— GOAL OF THE EXERCISE —
Both the line containing "Extract the road" and the last line of the listing are included: write out exactly the lines from one to the other.

── RECORDS FOR THE TASK

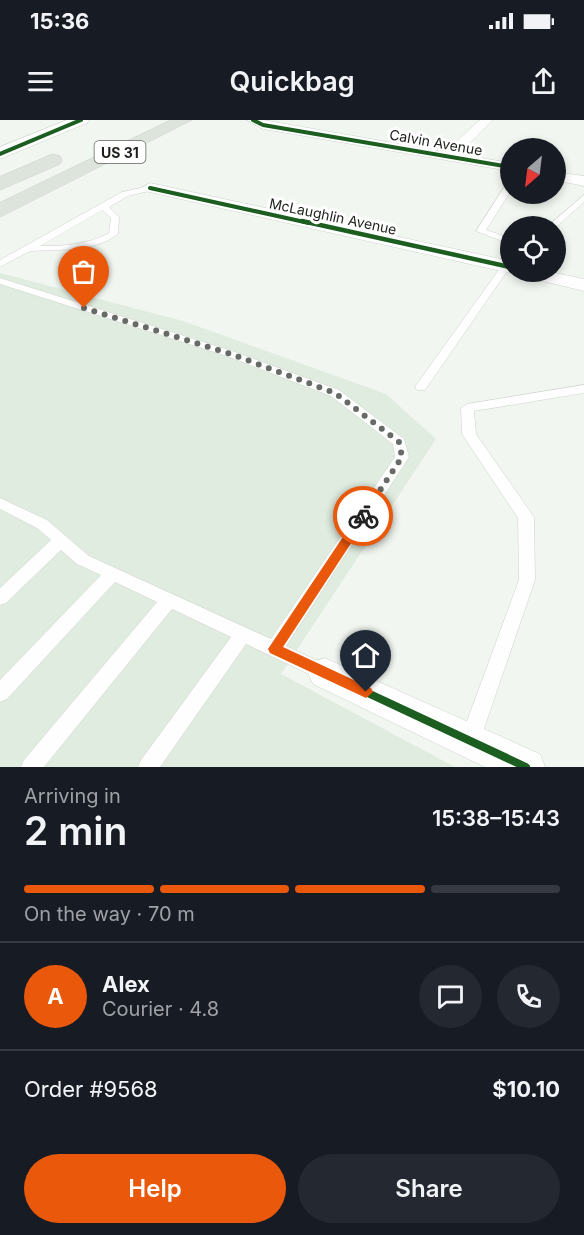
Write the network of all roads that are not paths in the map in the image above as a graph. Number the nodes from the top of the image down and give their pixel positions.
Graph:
1 (81, 120) edge
2 (184, 120) edge
3 (487, 120) edge
4 (253, 121) edge
5 (0, 154) edge
6 (64, 155) dead end
7 (448, 157) junction
8 (500, 165) edge
9 (566, 178) edge
10 (584, 181) edge
11 (0, 184) edge
12 (55, 184) junction
13 (150, 188) joint
14 (584, 198) edge
15 (500, 201) edge
16 (103, 206) junction
17 (0, 211) edge
18 (0, 215) edge
19 (563, 216) edge
20 (500, 238) edge
21 (28, 248) junction
22 (0, 264) edge
23 (500, 265) edge
24 (500, 278) edge
25 (0, 281) edge
26 (566, 281) edge
27 (584, 285) edge
28 (421, 387) dead end
29 (584, 389) edge
30 (0, 503) edge
31 (61, 540) junction
32 (113, 573) junction
33 (0, 598) edge
34 (169, 600) junction
35 (243, 634) junction
36 (274, 649) junction
37 (325, 673) joint
38 (0, 693) edge
39 (470, 740) junction
40 (31, 767) edge
41 (148, 767) edge
42 (526, 767) edge

1 - 5 street
2 - 12 highway, US 31
3 - 7 street
4 - 7 street, Calvin Avenue
6 - 11 highway
7 - 8 street, Calvin Avenue
9 - 10 street
12 - 17 highway, US 31
12 - 18 highway
13 - 16 lane
13 - 23 street, McLaughlin Avenue
14 - 19 lane
15 - 20 lane
16 - 21 lane
16 - 21 lane
21 - 22 lane
24 - 28 lane
25 - 36 lane
26 - 27 street
29 - 39 lane
30 - 31 lane
31 - 32 lane
31 - 33 lane
32 - 34 lane
32 - 38 lane
34 - 35 lane
34 - 40 lane
35 - 36 lane
35 - 41 lane
36 - 37 lane
37 - 39 street
39 - 42 street

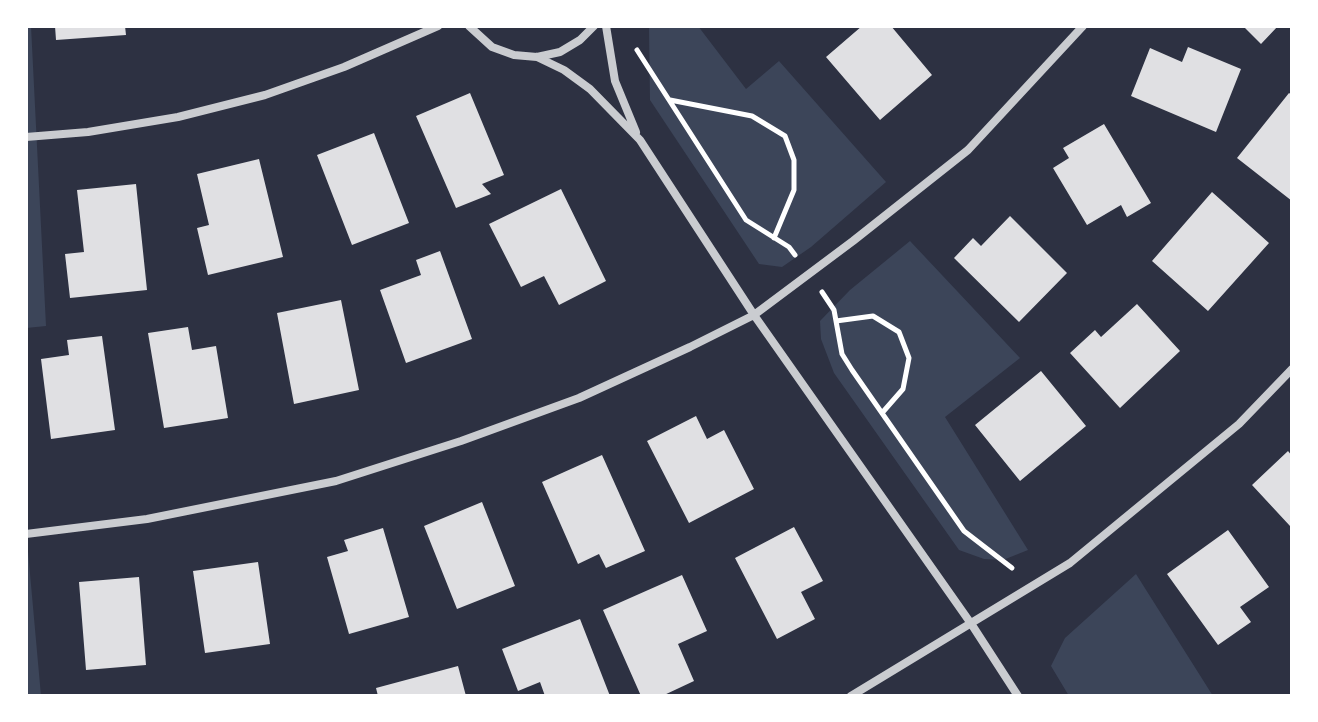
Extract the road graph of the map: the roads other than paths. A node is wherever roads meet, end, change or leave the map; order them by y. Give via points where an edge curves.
1 (438, 26) edge
2 (469, 26) edge
3 (594, 26) edge
4 (606, 26) edge
5 (1083, 26) edge
6 (537, 57) junction
7 (26, 137) edge
8 (640, 140) junction
9 (754, 315) junction
10 (1292, 369) edge
11 (26, 534) edge
12 (972, 625) junction
13 (851, 696) edge
14 (1018, 696) edge

1 - 7 street via 265,95 178,117
2 - 6 street via 492,47
3 - 6 street via 560,52
4 - 8 street via 615,81
5 - 9 street via 968,150
6 - 8 street via 590,89
8 - 9 street
9 - 11 street via 579,398 336,481 147,519
9 - 12 street
10 - 12 street via 1227,434 1070,563
12 - 13 street
12 - 14 street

────

— ANSWER AREA —
Extract the road graph of the map: the roads other than paths. A node is wherever roads meet, end, change or leave the map; order them by y. Give via points where an edge curves.
1 (438, 26) edge
2 (469, 26) edge
3 (594, 26) edge
4 (606, 26) edge
5 (1083, 26) edge
6 (537, 57) junction
7 (26, 137) edge
8 (640, 140) junction
9 (754, 315) junction
10 (1292, 369) edge
11 (26, 534) edge
12 (972, 625) junction
13 (851, 696) edge
14 (1018, 696) edge

1 - 7 street via 265,95 178,117
2 - 6 street via 492,47
3 - 6 street via 560,52
4 - 8 street via 615,81
5 - 9 street via 968,150
6 - 8 street via 590,89
8 - 9 street
9 - 11 street via 579,398 336,481 147,519
9 - 12 street
10 - 12 street via 1227,434 1070,563
12 - 13 street
12 - 14 street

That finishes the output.